**THE TASK:** All that is wanted is a word-for-word copy of the data from its first line to the line containing "pinky tip: (1147, 950)", both included.

**Landmark coordinate records:**

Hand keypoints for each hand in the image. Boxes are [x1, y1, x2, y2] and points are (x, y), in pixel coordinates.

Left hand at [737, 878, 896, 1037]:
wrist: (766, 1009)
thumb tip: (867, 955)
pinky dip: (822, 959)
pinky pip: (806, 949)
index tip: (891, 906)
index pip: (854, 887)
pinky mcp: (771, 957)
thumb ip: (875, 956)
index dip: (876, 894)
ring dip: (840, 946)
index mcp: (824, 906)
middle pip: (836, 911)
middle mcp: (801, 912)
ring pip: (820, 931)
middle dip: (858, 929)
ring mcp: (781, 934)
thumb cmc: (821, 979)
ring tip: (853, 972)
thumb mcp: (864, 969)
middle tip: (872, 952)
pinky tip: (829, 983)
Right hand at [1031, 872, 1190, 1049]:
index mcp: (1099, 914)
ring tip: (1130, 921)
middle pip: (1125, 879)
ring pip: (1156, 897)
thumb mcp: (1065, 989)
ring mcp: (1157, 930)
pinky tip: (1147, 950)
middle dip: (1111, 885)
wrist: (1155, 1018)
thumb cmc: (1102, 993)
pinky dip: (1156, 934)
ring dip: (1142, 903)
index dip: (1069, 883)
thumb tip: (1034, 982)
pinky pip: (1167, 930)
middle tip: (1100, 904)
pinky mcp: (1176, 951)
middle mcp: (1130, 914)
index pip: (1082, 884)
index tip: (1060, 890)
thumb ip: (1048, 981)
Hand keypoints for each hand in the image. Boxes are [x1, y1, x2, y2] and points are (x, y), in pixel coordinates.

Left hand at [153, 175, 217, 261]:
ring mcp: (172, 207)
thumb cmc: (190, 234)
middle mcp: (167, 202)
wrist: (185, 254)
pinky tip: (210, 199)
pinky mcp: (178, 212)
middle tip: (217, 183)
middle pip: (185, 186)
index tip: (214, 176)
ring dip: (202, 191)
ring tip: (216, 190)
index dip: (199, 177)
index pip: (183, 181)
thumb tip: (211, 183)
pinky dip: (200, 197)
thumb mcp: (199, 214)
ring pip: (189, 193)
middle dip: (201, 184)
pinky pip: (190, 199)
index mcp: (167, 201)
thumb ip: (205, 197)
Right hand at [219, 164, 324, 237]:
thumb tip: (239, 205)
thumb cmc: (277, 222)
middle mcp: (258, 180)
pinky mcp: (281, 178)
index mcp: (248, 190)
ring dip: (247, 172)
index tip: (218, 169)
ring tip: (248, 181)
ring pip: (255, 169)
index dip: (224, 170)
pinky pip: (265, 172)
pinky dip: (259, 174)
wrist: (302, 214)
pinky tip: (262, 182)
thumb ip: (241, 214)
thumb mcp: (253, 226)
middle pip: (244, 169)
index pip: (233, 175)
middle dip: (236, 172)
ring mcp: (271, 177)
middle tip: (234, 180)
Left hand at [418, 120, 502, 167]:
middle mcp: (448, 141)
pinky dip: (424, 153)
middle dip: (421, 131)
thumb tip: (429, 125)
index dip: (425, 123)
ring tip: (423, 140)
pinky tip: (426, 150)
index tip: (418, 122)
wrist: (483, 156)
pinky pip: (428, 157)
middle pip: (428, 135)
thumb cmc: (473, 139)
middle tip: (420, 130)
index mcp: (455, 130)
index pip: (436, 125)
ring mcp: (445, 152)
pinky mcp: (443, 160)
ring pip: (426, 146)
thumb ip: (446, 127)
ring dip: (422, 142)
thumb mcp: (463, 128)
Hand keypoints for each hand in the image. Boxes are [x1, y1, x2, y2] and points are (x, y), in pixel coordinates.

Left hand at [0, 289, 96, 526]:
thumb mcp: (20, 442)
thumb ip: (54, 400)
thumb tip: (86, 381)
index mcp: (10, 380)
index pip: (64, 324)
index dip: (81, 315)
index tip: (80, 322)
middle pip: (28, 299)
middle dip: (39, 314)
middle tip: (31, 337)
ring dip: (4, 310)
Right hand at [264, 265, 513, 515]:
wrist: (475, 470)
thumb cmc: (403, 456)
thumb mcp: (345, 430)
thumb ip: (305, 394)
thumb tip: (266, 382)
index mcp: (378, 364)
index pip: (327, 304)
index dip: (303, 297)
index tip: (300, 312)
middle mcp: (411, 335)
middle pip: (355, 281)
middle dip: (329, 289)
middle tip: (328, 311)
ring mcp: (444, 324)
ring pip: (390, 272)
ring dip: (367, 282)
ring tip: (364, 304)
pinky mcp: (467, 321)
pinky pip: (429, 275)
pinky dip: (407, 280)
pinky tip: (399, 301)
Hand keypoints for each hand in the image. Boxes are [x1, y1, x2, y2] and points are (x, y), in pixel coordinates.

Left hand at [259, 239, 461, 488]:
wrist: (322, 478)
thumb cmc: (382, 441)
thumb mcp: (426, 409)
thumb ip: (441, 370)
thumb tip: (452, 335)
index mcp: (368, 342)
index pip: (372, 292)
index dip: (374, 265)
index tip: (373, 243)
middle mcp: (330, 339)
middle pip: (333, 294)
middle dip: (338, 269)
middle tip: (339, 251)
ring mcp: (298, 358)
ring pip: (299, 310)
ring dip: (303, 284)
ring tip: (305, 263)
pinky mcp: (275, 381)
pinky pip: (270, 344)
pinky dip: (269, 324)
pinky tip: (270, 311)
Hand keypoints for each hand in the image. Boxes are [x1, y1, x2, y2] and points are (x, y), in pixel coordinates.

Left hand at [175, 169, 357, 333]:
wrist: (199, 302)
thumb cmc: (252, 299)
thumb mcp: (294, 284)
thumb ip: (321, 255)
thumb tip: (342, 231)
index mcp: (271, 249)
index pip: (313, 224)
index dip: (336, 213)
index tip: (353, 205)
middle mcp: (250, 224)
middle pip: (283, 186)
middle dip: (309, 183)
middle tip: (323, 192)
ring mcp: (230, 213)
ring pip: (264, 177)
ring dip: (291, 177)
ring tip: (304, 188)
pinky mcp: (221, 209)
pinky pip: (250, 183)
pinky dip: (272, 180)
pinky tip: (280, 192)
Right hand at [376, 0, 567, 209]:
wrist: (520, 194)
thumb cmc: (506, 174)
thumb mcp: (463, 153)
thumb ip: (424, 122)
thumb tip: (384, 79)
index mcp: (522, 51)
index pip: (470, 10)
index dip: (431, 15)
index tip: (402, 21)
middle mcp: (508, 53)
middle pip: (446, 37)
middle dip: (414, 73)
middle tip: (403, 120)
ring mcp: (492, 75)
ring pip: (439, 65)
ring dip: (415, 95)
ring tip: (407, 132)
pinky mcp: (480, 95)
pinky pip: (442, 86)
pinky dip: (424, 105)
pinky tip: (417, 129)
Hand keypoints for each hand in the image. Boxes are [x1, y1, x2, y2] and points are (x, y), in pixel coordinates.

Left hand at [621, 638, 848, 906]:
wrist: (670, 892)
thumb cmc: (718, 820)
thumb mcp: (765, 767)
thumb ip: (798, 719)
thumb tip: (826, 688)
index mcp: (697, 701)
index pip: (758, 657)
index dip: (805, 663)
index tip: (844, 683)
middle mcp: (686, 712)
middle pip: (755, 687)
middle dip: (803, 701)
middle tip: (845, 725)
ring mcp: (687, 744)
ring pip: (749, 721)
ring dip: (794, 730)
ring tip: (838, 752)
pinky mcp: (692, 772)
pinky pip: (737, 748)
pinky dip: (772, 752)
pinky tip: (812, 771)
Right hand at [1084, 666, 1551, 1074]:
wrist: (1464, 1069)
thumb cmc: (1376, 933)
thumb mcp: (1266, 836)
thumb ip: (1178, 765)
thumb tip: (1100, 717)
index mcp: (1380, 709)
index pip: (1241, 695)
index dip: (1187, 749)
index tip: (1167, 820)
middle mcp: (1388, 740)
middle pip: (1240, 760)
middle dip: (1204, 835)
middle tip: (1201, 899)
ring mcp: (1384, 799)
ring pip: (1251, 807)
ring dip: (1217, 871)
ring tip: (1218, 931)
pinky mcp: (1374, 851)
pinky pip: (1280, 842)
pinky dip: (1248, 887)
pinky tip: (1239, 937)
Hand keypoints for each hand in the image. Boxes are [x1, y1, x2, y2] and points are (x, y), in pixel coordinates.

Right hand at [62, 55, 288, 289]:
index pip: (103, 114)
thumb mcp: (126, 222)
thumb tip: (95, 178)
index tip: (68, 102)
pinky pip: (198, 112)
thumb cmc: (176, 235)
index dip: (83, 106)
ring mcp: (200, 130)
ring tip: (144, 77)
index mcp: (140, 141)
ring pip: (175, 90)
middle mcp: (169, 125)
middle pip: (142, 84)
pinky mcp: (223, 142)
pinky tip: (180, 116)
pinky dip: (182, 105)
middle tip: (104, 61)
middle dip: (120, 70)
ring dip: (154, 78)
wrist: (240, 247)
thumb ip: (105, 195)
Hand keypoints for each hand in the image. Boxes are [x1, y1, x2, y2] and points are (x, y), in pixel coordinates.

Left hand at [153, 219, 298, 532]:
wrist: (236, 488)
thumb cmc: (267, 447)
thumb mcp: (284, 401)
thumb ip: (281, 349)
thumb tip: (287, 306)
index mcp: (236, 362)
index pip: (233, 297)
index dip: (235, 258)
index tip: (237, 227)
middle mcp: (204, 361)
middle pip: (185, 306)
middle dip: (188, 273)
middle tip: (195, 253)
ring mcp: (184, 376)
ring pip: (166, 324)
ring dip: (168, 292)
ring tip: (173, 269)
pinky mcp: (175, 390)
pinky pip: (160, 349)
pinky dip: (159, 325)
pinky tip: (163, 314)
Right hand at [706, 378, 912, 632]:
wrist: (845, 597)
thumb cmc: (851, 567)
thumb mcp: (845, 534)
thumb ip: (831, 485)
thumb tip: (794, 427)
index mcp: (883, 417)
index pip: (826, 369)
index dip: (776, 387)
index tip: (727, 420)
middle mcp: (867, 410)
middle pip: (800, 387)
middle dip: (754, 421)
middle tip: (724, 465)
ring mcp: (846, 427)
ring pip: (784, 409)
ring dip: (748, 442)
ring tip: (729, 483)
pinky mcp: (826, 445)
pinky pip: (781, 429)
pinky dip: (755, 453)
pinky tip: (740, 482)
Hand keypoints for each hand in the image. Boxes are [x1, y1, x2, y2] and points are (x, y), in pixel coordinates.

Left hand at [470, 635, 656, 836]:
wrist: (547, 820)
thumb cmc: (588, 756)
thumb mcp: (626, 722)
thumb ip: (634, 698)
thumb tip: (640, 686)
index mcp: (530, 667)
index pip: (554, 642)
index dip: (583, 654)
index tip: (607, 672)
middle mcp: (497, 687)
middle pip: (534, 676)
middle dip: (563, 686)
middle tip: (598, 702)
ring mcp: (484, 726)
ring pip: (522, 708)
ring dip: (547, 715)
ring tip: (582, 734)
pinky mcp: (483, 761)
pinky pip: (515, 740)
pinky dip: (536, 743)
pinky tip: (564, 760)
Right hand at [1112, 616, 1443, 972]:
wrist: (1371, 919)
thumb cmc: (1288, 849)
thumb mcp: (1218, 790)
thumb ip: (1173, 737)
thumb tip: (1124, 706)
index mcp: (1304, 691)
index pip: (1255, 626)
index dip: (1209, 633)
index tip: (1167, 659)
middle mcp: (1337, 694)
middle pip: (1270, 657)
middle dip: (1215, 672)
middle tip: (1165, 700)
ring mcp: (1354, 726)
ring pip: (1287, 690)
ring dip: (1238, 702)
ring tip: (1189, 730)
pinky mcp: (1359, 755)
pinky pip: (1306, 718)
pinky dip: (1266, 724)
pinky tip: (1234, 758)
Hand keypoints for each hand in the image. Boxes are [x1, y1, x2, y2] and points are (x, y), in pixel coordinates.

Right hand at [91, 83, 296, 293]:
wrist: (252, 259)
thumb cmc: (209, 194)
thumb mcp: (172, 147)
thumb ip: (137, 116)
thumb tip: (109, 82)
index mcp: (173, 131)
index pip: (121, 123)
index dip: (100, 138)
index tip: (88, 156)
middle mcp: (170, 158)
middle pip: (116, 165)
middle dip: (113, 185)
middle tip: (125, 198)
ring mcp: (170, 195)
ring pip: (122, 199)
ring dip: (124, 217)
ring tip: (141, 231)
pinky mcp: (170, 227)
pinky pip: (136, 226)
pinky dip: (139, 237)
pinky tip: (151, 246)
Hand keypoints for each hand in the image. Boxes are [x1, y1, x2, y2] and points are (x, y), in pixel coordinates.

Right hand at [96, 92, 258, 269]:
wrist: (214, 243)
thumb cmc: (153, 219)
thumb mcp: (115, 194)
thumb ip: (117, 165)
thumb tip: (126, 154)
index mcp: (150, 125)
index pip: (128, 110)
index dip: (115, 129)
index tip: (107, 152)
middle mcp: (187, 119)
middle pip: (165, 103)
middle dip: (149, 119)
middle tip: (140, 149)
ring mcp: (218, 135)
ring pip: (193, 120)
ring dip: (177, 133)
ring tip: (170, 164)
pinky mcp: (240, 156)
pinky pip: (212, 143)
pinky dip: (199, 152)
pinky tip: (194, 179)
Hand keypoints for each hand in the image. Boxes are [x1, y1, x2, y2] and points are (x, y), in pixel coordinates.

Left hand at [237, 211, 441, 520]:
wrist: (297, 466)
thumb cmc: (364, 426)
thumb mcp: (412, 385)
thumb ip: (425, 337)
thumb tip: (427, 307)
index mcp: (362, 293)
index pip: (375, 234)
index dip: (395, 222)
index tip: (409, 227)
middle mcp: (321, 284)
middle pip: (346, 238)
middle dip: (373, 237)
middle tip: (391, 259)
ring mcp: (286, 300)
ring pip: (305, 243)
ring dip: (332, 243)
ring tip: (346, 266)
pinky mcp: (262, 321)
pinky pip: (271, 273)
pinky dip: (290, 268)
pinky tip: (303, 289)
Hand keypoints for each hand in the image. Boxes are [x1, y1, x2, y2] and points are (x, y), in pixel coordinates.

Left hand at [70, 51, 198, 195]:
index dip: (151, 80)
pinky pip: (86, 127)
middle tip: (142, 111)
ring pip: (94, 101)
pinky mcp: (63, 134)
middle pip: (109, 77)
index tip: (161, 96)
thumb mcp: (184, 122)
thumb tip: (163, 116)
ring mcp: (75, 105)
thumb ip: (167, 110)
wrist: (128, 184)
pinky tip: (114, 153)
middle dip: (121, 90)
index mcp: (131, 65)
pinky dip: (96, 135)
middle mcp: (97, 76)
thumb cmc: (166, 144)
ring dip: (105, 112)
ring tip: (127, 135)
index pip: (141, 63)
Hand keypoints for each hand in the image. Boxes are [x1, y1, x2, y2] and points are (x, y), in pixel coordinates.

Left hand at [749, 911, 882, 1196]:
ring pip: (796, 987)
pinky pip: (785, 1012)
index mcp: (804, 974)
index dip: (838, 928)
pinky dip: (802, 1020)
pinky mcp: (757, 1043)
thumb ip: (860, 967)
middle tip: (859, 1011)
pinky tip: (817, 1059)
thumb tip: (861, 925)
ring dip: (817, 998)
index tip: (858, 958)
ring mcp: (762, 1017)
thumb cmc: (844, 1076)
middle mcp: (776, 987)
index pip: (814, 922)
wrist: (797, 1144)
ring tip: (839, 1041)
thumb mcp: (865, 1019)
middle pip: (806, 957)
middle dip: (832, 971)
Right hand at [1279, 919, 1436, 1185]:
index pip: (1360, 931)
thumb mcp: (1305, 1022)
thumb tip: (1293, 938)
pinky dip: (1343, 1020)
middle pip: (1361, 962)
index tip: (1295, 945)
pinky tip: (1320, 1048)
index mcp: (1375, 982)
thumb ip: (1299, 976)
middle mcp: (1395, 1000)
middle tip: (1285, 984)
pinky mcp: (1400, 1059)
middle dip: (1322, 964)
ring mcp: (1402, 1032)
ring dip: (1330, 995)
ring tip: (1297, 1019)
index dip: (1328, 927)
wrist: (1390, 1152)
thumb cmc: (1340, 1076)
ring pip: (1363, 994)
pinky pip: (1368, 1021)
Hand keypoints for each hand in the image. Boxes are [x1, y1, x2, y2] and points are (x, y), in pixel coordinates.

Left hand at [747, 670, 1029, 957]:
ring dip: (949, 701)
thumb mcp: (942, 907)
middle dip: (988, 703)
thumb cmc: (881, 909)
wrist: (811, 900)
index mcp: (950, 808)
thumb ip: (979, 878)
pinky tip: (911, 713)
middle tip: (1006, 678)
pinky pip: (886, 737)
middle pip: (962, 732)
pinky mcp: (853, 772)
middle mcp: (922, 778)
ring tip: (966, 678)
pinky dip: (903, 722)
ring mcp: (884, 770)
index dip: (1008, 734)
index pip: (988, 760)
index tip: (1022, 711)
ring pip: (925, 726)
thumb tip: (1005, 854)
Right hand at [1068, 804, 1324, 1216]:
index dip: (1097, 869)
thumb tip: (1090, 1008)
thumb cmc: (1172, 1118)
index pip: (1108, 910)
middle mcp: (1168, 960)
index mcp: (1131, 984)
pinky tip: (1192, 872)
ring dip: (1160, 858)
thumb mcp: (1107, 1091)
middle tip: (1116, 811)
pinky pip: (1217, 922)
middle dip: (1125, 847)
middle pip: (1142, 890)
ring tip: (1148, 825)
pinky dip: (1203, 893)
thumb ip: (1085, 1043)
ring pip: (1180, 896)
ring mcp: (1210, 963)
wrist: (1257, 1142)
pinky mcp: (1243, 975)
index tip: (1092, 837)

**ANSWER BELOW:**
Hand keypoints for each hand in the image. Boxes are [x1, y1, x2, y2] and points are (x, y), in pixel coordinates.

Left hand at [737, 878, 896, 1037]:
wrist: (766, 1009)
thumb tip: (867, 955)
pinky dip: (822, 959)
pinky pip: (806, 949)
index tip: (891, 906)
index pip: (854, 887)
pinky mcp: (771, 957)
thumb ip: (875, 956)
index dip: (876, 894)
ring dip: (840, 946)
index mcp: (824, 906)
middle pip: (836, 911)
middle mcp: (801, 912)
ring pip: (820, 931)
middle dip: (858, 929)
ring mcp: (781, 934)
thumb cmc: (821, 979)
ring tip: (853, 972)
thumb mcp: (864, 969)
middle tip: (872, 952)
pinky tip: (829, 983)
Right hand at [1031, 872, 1190, 1049]:
index mcp: (1099, 914)
ring tip: (1130, 921)
middle pip: (1125, 879)
ring pip: (1156, 897)
thumb mcp: (1065, 989)
ring mcp: (1157, 930)
pinky tip: (1147, 950)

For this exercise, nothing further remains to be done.